評価の点数よりも「分かってくれている」という思いが重要

─―日本型年功制において、経営者がやるべきことというのは何でしょうか。

高橋:  先ほど、「仕事の報酬は次の仕事だ」と話した裏には、重要な意味があります。つまり、「次の仕事」を報酬とするためには、経営者は次の仕事を作るために、投資しなければならないということです。

高橋 伸夫氏  
 

 昔の経営者はそれをやっていました。ある仕事が成功したことによって得た収入で投資するということは、新しい仕事が生まれるということです。新規事業を立ち上げれば新しい部門ができるし、既存事業の拡大であっても、社員にも昇進のチャンスとなる「次の仕事」が生まれたり、部下や後輩となる新人を採用したりすることになります。総じて会社が元気になるのです。

 正確に言えば、株主への配当を除けば、成果配分には二つの方法があるということなのです。一つは「賃金」、もう一つが今言った「投資」で、投資には必ず仕事がついてきます。ところが、人事コンサルタントや賃金の専門家は、成果配分というと賃金しか思い浮かばない。成果主義は成果配分の問題を賃金に限定させすぎたという意味で、経営者の思考を退化させました。

 実際、経営者が交代すると、多くの経営者が最初にすることは人事です。最近は成果主義が流行ったので、人事制度を変えることも随分としました。しかしこんな“内向き”の仕事は、経営者が「やる」と言えばいつでもできるようなことです。一方、投資は成否が見えず、失敗するかもしれない。それを恐れて、手っ取り早く人件費削減に動いているだけなのです。確かに人件費を削減すれば短期的に利益は出るかもしれませんが、こんなことを続けていたら、結局、会社全体が萎縮していくだけなのです。

 投資をして、といえば、多くの経営者は「そんな金はない」と言うでしょう。ところが、同時に、敵対的買収されることを心配しているのです。投資ファンドに狙われるくらいの内部留保があるのなら、投資ファンドへの増配で放出してしまう前に、その分自社の新規事業や既存事業の拡大、つまり会社や従業員のために使えばよい。本来、経営者がやるべきなのは、リスクをとって、投資して、新しい仕事を増やすこと。なぜそれをやらないのでしょうか。発想を変える必要があると思います。

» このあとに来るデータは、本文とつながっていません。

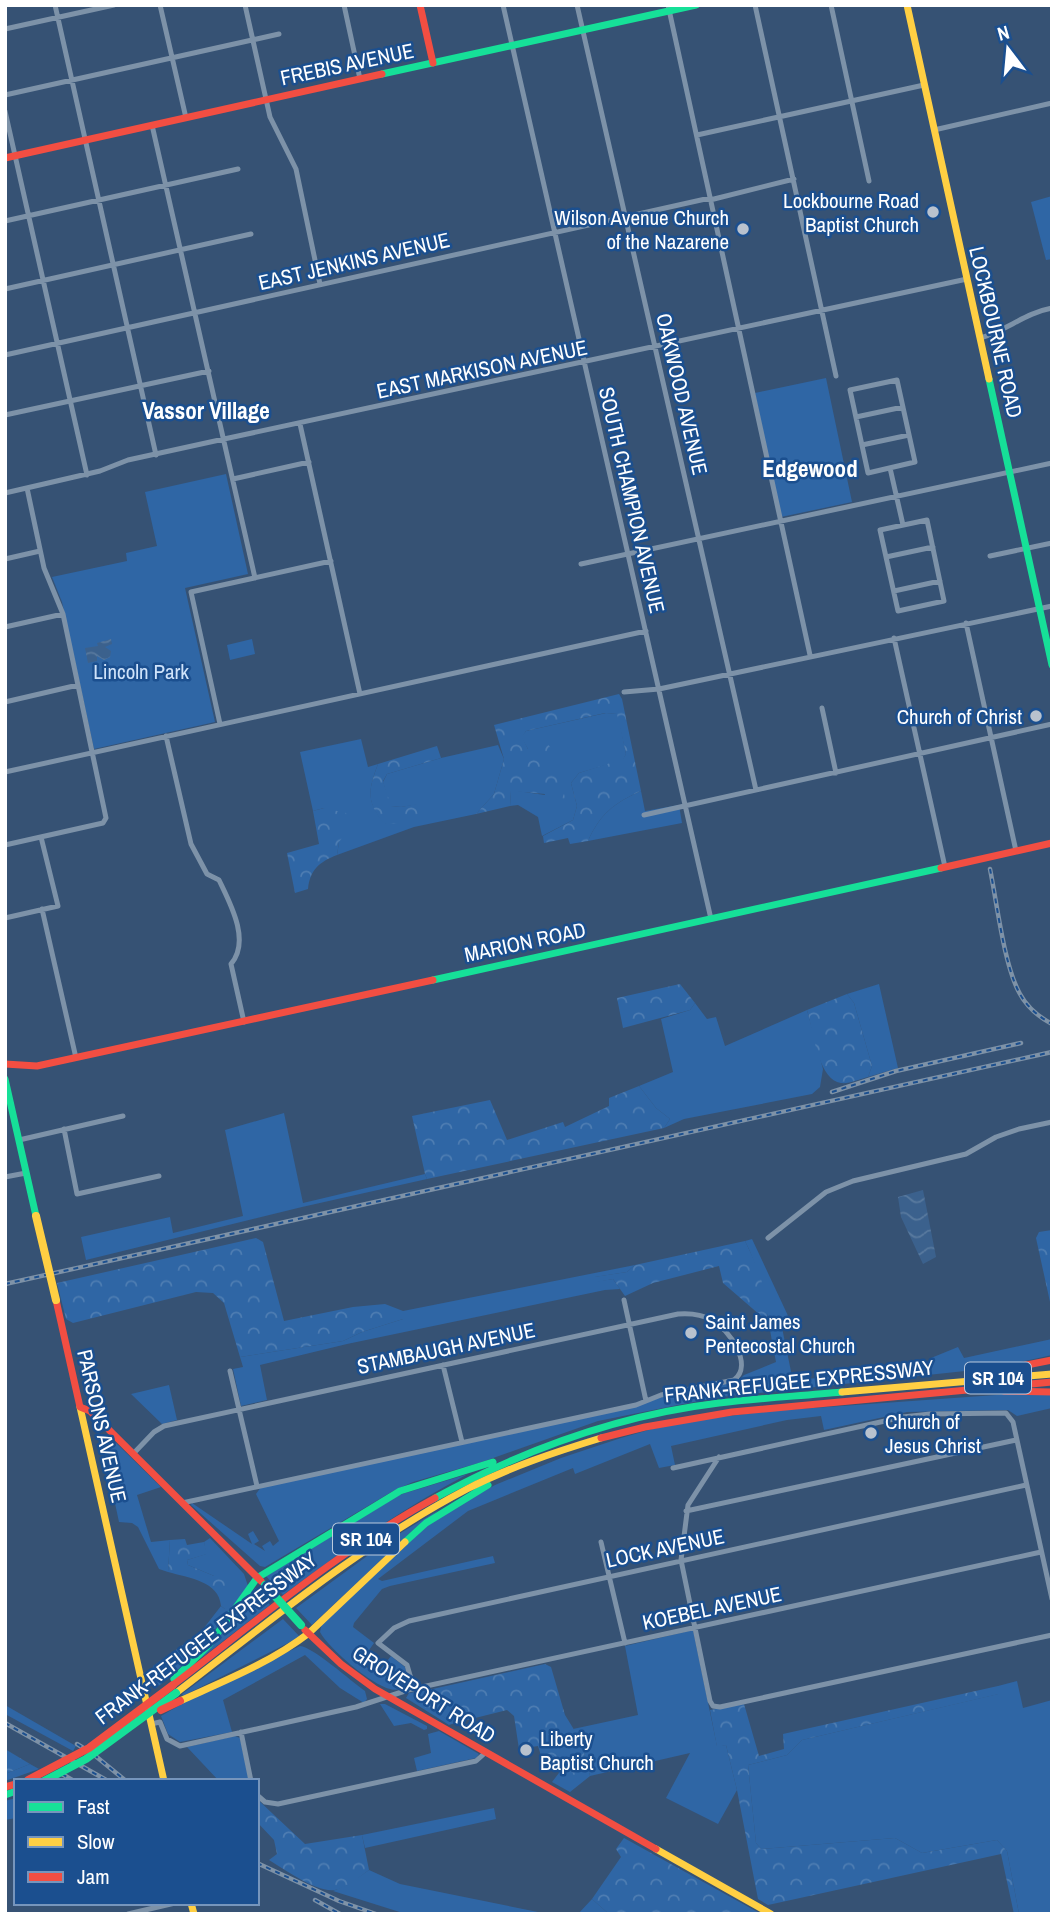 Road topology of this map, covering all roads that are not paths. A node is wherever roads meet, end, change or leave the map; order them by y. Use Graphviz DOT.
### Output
graph roads {
  1 [pos="55,5"];
  2 [pos="114,5"];
  3 [pos="160,5"];
  4 [pos="245,5"];
  5 [pos="344,5"];
  6 [pos="420,5"];
  7 [pos="503,5"];
  8 [pos="577,5"];
  9 [pos="696,5"];
  10 [pos="755,5"];
  11 [pos="831,5"];
  12 [pos="907,5"];
  13 [pos="669,8"];
  14 [pos="58,18"];
  15 [pos="5,29"];
  16 [pos="583,30"];
  17 [pos="279,34"];
  18 [pos="253,40"];
  19 [pos="512,46"];
  20 [pos="172,58"];
  21 [pos="433,63"];
  22 [pos="360,79"];
  23 [pos="72,80"];
  24 [pos="924,85"];
  25 [pos="5,95"];
  26 [pos="267,100"];
  27 [pos="852,101"];
  28 [pos="1052,103"];
  29 [pos="5,111"];
  30 [pos="780,117"];
  31 [pos="186,118"];
  32 [pos="152,125"];
  33 [pos="934,130"];
  34 [pos="697,135"];
  35 [pos="86,140"];
  36 [pos="15,156"];
  37 [pos="5,158"];
  38 [pos="238,169"];
  39 [pos="793,180"];
  40 [pos="869,181"];
  41 [pos="166,185"];
  42 [pos="710,199"];
  43 [pos="98,200"];
  44 [pos="29,216"];
  45 [pos="626,218"];
  46 [pos="5,221"];
  47 [pos="555,232"];
  48 [pos="251,234"];
  49 [pos="181,250"];
  50 [pos="113,265"];
  51 [pos="967,279"];
  52 [pos="44,280"];
  53 [pos="320,284"];
  54 [pos="5,289"];
  55 [pos="1052,308"];
  56 [pos="822,311"];
  57 [pos="195,312"];
  58 [pos="127,328"];
  59 [pos="739,329"];
  60 [pos="980,338"];
  61 [pos="58,343"];
  62 [pos="655,348"];
  63 [pos="5,355"];
  64 [pos="584,363"];
  65 [pos="209,371"];
  66 [pos="836,376"];
  67 [pos="140,386"];
  68 [pos="70,401"];
  69 [pos="903,407"];
  70 [pos="5,415"];
  71 [pos="856,417"];
  72 [pos="300,424"];
  73 [pos="909,435"];
  74 [pos="224,439"];
  75 [pos="862,445"];
  76 [pos="156,455"];
  77 [pos="309,462"];
  78 [pos="1052,463"];
  79 [pos="890,468"];
  80 [pos="1009,472"];
  81 [pos="87,475"];
  82 [pos="233,479"];
  83 [pos="27,488"];
  84 [pos="5,492"];
  85 [pos="897,496"];
  86 [pos="781,521"];
  87 [pos="903,525"];
  88 [pos="699,539"];
  89 [pos="1052,542"];
  90 [pos="933,547"];
  91 [pos="1026,548"];
  92 [pos="40,551"];
  93 [pos="628,554"];
  94 [pos="990,556"];
  95 [pos="886,557"];
  96 [pos="5,559"];
  97 [pos="331,561"];
  98 [pos="581,564"];
  99 [pos="255,578"];
  100 [pos="940,581"];
  101 [pos="894,591"];
  102 [pos="1052,606"];
  103 [pos="1039,607"];
  104 [pos="63,614"];
  105 [pos="966,623"];
  106 [pos="5,627"];
  107 [pos="646,631"];
  108 [pos="894,638"];
  109 [pos="810,655"];
  110 [pos="1052,665"];
  111 [pos="729,673"];
  112 [pos="78,685"];
  113 [pos="659,689"];
  114 [pos="624,692"];
  115 [pos="360,694"];
  116 [pos="5,702"];
  117 [pos="822,708"];
  118 [pos="220,724"];
  119 [pos="1052,724"];
  120 [pos="166,736"];
  121 [pos="992,738"];
  122 [pos="93,753"];
  123 [pos="920,754"];
  124 [pos="5,772"];
  125 [pos="836,773"];
  126 [pos="756,790"];
  127 [pos="685,805"];
  128 [pos="644,815"];
  129 [pos="41,837"];
  130 [pos="1052,843"];
  131 [pos="5,845"];
  132 [pos="1016,851"];
  133 [pos="945,867"];
  134 [pos="42,909"];
  135 [pos="5,918"];
  136 [pos="711,919"];
  137 [pos="244,1022"];
  138 [pos="76,1058"];
  139 [pos="5,1064"];
  140 [pos="5,1079"];
  141 [pos="122,1116"];
  142 [pos="1052,1122"];
  143 [pos="64,1129"];
  144 [pos="19,1140"];
  145 [pos="26,1173"];
  146 [pos="159,1176"];
  147 [pos="5,1177"];
  148 [pos="768,1238"];
  149 [pos="624,1300"];
  150 [pos="630,1325"];
  151 [pos="1052,1360"];
  152 [pos="443,1365"];
  153 [pos="230,1371"];
  154 [pos="1052,1374"];
  155 [pos="945,1382"];
  156 [pos="1052,1382"];
  157 [pos="985,1388"];
  158 [pos="1052,1392"];
  159 [pos="646,1401"];
  160 [pos="80,1407"];
  161 [pos="239,1409"];
  162 [pos="1016,1440"];
  163 [pos="462,1442"];
  164 [pos="133,1454"];
  165 [pos="719,1457"];
  166 [pos="511,1459"];
  167 [pos="673,1468"];
  168 [pos="499,1474"];
  169 [pos="1026,1485"];
  170 [pos="257,1486"];
  171 [pos="182,1503"];
  172 [pos="686,1511"];
  173 [pos="601,1542"];
  174 [pos="1041,1552"];
  175 [pos="681,1560"];
  176 [pos="608,1576"];
  177 [pos="257,1578"];
  178 [pos="1052,1599"];
  179 [pos="695,1628"];
  180 [pos="310,1635"];
  181 [pos="1052,1635"];
  182 [pos="625,1643"];
  183 [pos="414,1689"];
  184 [pos="175,1690"];
  185 [pos="389,1697"];
  186 [pos="152,1724"];
  187 [pos="241,1732"];
  188 [pos="485,1753"];
  189 [pos="31,1779"];
  190 [pos="48,1779"];
  191 [pos="164,1779"];
  192 [pos="251,1779"];
  193 [pos="259,1798"];
  194 [pos="166,1905"];
  195 [pos="128,1914"];
  196 [pos="771,1914"];
  1 -- 14 [label="street"];
  2 -- 14 [label="street"];
  3 -- 20 [label="street"];
  4 -- 18 [label="street"];
  5 -- 22 [label="street"];
  6 -- 21 [label="main road"];
  7 -- 19 [label="street, SOUTH CHAMPION AVENUE"];
  8 -- 16 [label="street, OAKWOOD AVENUE"];
  9 -- 13 [label="main road, FREBIS AVENUE"];
  10 -- 30 [label="street"];
  11 -- 27 [label="street"];
  12 -- 24 [label="main road, LOCKBOURNE ROAD"];
  13 -- 16 [label="main road, FREBIS AVENUE"];
  13 -- 34 [label="street"];
  14 -- 15 [label="street"];
  14 -- 23 [label="street"];
  16 -- 19 [label="main road, FREBIS AVENUE"];
  16 -- 45 [label="street, OAKWOOD AVENUE"];
  17 -- 18 [label="street"];
  18 -- 20 [label="street"];
  18 -- 26 [label="street"];
  19 -- 21 [label="main road, FREBIS AVENUE"];
  19 -- 47 [label="street, SOUTH CHAMPION AVENUE"];
  20 -- 23 [label="street"];
  20 -- 31 [label="street"];
  21 -- 22 [label="main road, FREBIS AVENUE"];
  22 -- 26 [label="main road, FREBIS AVENUE"];
  23 -- 25 [label="street"];
  23 -- 35 [label="street"];
  24 -- 27 [label="street"];
  24 -- 33 [label="main road, LOCKBOURNE ROAD"];
  26 -- 31 [label="main road, FREBIS AVENUE"];
  26 -- 53 [label="street"];
  27 -- 30 [label="street"];
  27 -- 40 [label="street"];
  28 -- 33 [label="street"];
  29 -- 36 [label="street"];
  30 -- 34 [label="street"];
  30 -- 39 [label="street"];
  31 -- 32 [label="main road, FREBIS AVENUE"];
  32 -- 35 [label="main road, FREBIS AVENUE"];
  32 -- 41 [label="street"];
  33 -- 51 [label="main road, LOCKBOURNE ROAD"];
  34 -- 42 [label="street"];
  35 -- 36 [label="main road, FREBIS AVENUE"];
  35 -- 43 [label="street"];
  36 -- 37 [label="main road, FREBIS AVENUE"];
  36 -- 44 [label="street"];
  38 -- 41 [label="street"];
  39 -- 42 [label="street, EAST JENKINS AVENUE"];
  39 -- 56 [label="street"];
  41 -- 43 [label="street"];
  41 -- 49 [label="street"];
  42 -- 45 [label="street, EAST JENKINS AVENUE"];
  42 -- 59 [label="street"];
  43 -- 44 [label="street"];
  43 -- 50 [label="street"];
  44 -- 46 [label="street"];
  44 -- 52 [label="street"];
  45 -- 47 [label="street, EAST JENKINS AVENUE"];
  45 -- 62 [label="street, OAKWOOD AVENUE"];
  47 -- 53 [label="street, EAST JENKINS AVENUE"];
  47 -- 64 [label="street, SOUTH CHAMPION AVENUE"];
  48 -- 49 [label="street"];
  49 -- 50 [label="street"];
  49 -- 57 [label="street"];
  50 -- 52 [label="street"];
  50 -- 58 [label="street"];
  51 -- 56 [label="street, EAST MARKISON AVENUE"];
  51 -- 60 [label="main road, LOCKBOURNE ROAD"];
  52 -- 54 [label="street"];
  52 -- 61 [label="street"];
  53 -- 57 [label="street, EAST JENKINS AVENUE"];
  55 -- 60 [label="street"];
  56 -- 59 [label="street, EAST MARKISON AVENUE"];
  56 -- 66 [label="street"];
  57 -- 58 [label="street, EAST JENKINS AVENUE"];
  57 -- 65 [label="street"];
  58 -- 61 [label="street, EAST JENKINS AVENUE"];
  58 -- 67 [label="street"];
  59 -- 62 [label="street, EAST MARKISON AVENUE"];
  59 -- 86 [label="street"];
  60 -- 80 [label="main road, LOCKBOURNE ROAD"];
  61 -- 63 [label="street, EAST JENKINS AVENUE"];
  61 -- 68 [label="street"];
  62 -- 64 [label="street, EAST MARKISON AVENUE"];
  62 -- 88 [label="street, OAKWOOD AVENUE"];
  64 -- 72 [label="street, EAST MARKISON AVENUE"];
  64 -- 93 [label="street, SOUTH CHAMPION AVENUE"];
  65 -- 67 [label="street"];
  65 -- 74 [label="street"];
  67 -- 68 [label="street"];
  67 -- 76 [label="street"];
  68 -- 70 [label="street"];
  68 -- 81 [label="street"];
  69 -- 71 [label="street"];
  69 -- 71 [label="street"];
  69 -- 73 [label="street"];
  71 -- 75 [label="street"];
  72 -- 74 [label="street, EAST MARKISON AVENUE"];
  72 -- 77 [label="street"];
  73 -- 75 [label="street"];
  73 -- 79 [label="street"];
  74 -- 76 [label="street, EAST MARKISON AVENUE"];
  74 -- 82 [label="street"];
  75 -- 79 [label="street"];
  76 -- 81 [label="street, EAST MARKISON AVENUE"];
  77 -- 82 [label="street"];
  77 -- 97 [label="street"];
  78 -- 80 [label="street"];
  79 -- 85 [label="street"];
  80 -- 85 [label="street"];
  80 -- 91 [label="main road, LOCKBOURNE ROAD"];
  81 -- 83 [label="street, EAST MARKISON AVENUE"];
  82 -- 99 [label="street"];
  83 -- 84 [label="street, EAST MARKISON AVENUE"];
  83 -- 92 [label="street"];
  85 -- 86 [label="street"];
  85 -- 87 [label="street"];
  86 -- 88 [label="street"];
  86 -- 109 [label="street"];
  87 -- 90 [label="street"];
  87 -- 95 [label="street"];
  88 -- 93 [label="street"];
  88 -- 111 [label="street, OAKWOOD AVENUE"];
  89 -- 91 [label="street"];
  90 -- 95 [label="street"];
  90 -- 100 [label="street"];
  91 -- 94 [label="street"];
  91 -- 103 [label="main road, LOCKBOURNE ROAD"];
  92 -- 96 [label="street"];
  92 -- 104 [label="street"];
  93 -- 98 [label="street"];
  93 -- 107 [label="street, SOUTH CHAMPION AVENUE"];
  95 -- 101 [label="street"];
  97 -- 99 [label="street"];
  97 -- 115 [label="street"];
  99 -- 118 [label="street"];
  100 -- 101 [label="street"];
  100 -- 101 [label="street"];
  102 -- 103 [label="street"];
  103 -- 105 [label="street"];
  103 -- 110 [label="main road, LOCKBOURNE ROAD"];
  104 -- 106 [label="street"];
  104 -- 112 [label="street"];
  105 -- 108 [label="street"];
  105 -- 121 [label="street"];
  107 -- 113 [label="street, SOUTH CHAMPION AVENUE"];
  107 -- 115 [label="street"];
  108 -- 109 [label="street"];
  108 -- 123 [label="street"];
  109 -- 111 [label="street"];
  111 -- 113 [label="street"];
  111 -- 126 [label="street, OAKWOOD AVENUE"];
  112 -- 116 [label="street"];
  112 -- 122 [label="street"];
  113 -- 114 [label="street"];
  113 -- 127 [label="street, SOUTH CHAMPION AVENUE"];
  115 -- 118 [label="street"];
  117 -- 125 [label="street"];
  118 -- 120 [label="street"];
  119 -- 121 [label="street"];
  120 -- 122 [label="street"];
  120 -- 137 [label="street"];
  121 -- 123 [label="street"];
  121 -- 132 [label="street"];
  122 -- 124 [label="street"];
  122 -- 129 [label="street"];
  123 -- 125 [label="street"];
  123 -- 133 [label="street"];
  125 -- 126 [label="street"];
  126 -- 127 [label="street"];
  127 -- 128 [label="street"];
  127 -- 136 [label="street, SOUTH CHAMPION AVENUE"];
  129 -- 131 [label="street"];
  129 -- 134 [label="street"];
  130 -- 132 [label="main road, MARION ROAD"];
  132 -- 133 [label="main road, MARION ROAD"];
  133 -- 136 [label="main road, MARION ROAD"];
  134 -- 135 [label="street"];
  134 -- 138 [label="street"];
  136 -- 137 [label="main road, MARION ROAD"];
  137 -- 138 [label="main road, MARION ROAD"];
  138 -- 139 [label="main road, MARION ROAD"];
  140 -- 144 [label="main road, PARSONS AVENUE"];
  141 -- 143 [label="street"];
  142 -- 148 [label="street"];
  143 -- 144 [label="street"];
  143 -- 146 [label="street"];
  144 -- 145 [label="main road, PARSONS AVENUE"];
  145 -- 147 [label="street"];
  145 -- 160 [label="main road, PARSONS AVENUE, bridge"];
  149 -- 150 [label="street"];
  150 -- 152 [label="street, STAMBAUGH AVENUE"];
  150 -- 159 [label="street"];
  150 -- 159 [label="street, STAMBAUGH AVENUE"];
  151 -- 155 [label="main road"];
  152 -- 161 [label="street, STAMBAUGH AVENUE"];
  152 -- 163 [label="street"];
  153 -- 161 [label="street"];
  154 -- 155 [label="main road, FRANK-REFUGEE EXPRESSWAY / SR 104"];
  155 -- 166 [label="main road, FRANK-REFUGEE EXPRESSWAY / SR 104"];
  156 -- 157 [label="main road, FRANK-REFUGEE EXPRESSWAY / SR 104"];
  157 -- 158 [label="main road"];
  157 -- 168 [label="main road, FRANK-REFUGEE EXPRESSWAY / SR 104"];
  159 -- 163 [label="street"];
  160 -- 164 [label="main road, GROVEPORT ROAD"];
  160 -- 186 [label="main road, PARSONS AVENUE"];
  161 -- 164 [label="street, STAMBAUGH AVENUE"];
  161 -- 170 [label="street"];
  162 -- 165 [label="street"];
  162 -- 169 [label="street"];
  162 -- 172 [label="street"];
  163 -- 170 [label="street"];
  164 -- 171 [label="main road, GROVEPORT ROAD"];
  165 -- 167 [label="street"];
  165 -- 172 [label="street"];
  166 -- 177 [label="main road"];
  166 -- 184 [label="main road, FRANK-REFUGEE EXPRESSWAY / SR 104"];
  168 -- 180 [label="main road"];
  168 -- 184 [label="main road, FRANK-REFUGEE EXPRESSWAY / SR 104"];
  169 -- 174 [label="street"];
  169 -- 175 [label="street, LOCK AVENUE"];
  170 -- 171 [label="street"];
  171 -- 177 [label="main road, GROVEPORT ROAD"];
  172 -- 175 [label="street"];
  173 -- 176 [label="street"];
  174 -- 178 [label="street"];
  174 -- 179 [label="street, KOEBEL AVENUE"];
  175 -- 176 [label="street, LOCK AVENUE"];
  175 -- 179 [label="street"];
  176 -- 182 [label="street"];
  176 -- 183 [label="street, LOCK AVENUE"];
  177 -- 180 [label="main road, GROVEPORT ROAD, bridge"];
  177 -- 184 [label="main road"];
  179 -- 181 [label="street"];
  179 -- 182 [label="street, KOEBEL AVENUE"];
  180 -- 184 [label="main road"];
  180 -- 185 [label="main road, GROVEPORT ROAD"];
  182 -- 183 [label="street, KOEBEL AVENUE"];
  183 -- 185 [label="street, KOEBEL AVENUE"];
  184 -- 189 [label="main road, FRANK-REFUGEE EXPRESSWAY / SR 104, bridge"];
  184 -- 190 [label="main road, FRANK-REFUGEE EXPRESSWAY / SR 104, bridge"];
  185 -- 187 [label="street, KOEBEL AVENUE"];
  185 -- 188 [label="main road, GROVEPORT ROAD"];
  186 -- 187 [label="street, KOEBEL AVENUE"];
  186 -- 191 [label="main road, PARSONS AVENUE"];
  187 -- 192 [label="street"];
  188 -- 193 [label="street"];
  188 -- 196 [label="main road, GROVEPORT ROAD"];
  194 -- 195 [label="street"];
}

――日本型年功制において、経営者や人事担当者はどのように社員の仕事を評価すればよいのでしょうか。

高橋: 言わずもがなですが、仕事とはとても多面的なものです。ある開発チームのプロジェクトが成功したとします。しかしその成功は、たった一人の手柄ではなく、誰かがリーダーシップを発揮して、誰かがムードを盛り立て、誰かが馬車馬のように働き、誰かがものすごく良いアイデアを出して、誰かがミスして足を引っ張った――といったことの結果です。それらをいちいち自己申告させて一元的に評価するなんて無理ではありませんか。それぞれの仕事の役割や質が全然違うのですから。

 無理に点数にして一元評価しなくても、上司がきちんと見ていれば、その社員がどんな仕事をしたか分からないはずがない。自己申告を受け付けること自体が企業にとって深刻な問題だと思います。

――しかし、会社の人数が多くなってくると、上司は一人ひとりの仕事まで見ていられないのではないではありませんか。

高橋:  努力のしがいはあると思いますよ。というか努力すべきですよ。

 分かっている人が評価するべきだというのは、たとえ細かいところまで見られなくても、社員が「この上司は私がどんな仕事をしているか分かってくれている」と心のどこかで思うことができれば、頑張れる。それこそが「自分は評価されている」ということでしょう? 一元評価で高い点数をもらうことや高い給料をもらうことが「評価されている」ではなかったはずなのです。

  高橋 伸夫氏
   

 もし自分の名前と顔も一致していないような上司から、高い点数と高い給料を通知するメールを送りつけられても、「ああ、この上司は私のことを評価してくれている」なんて誰も納得しないでしょう? 普通は「一体どうやって計算したんだろう」と不思議に思うだけです。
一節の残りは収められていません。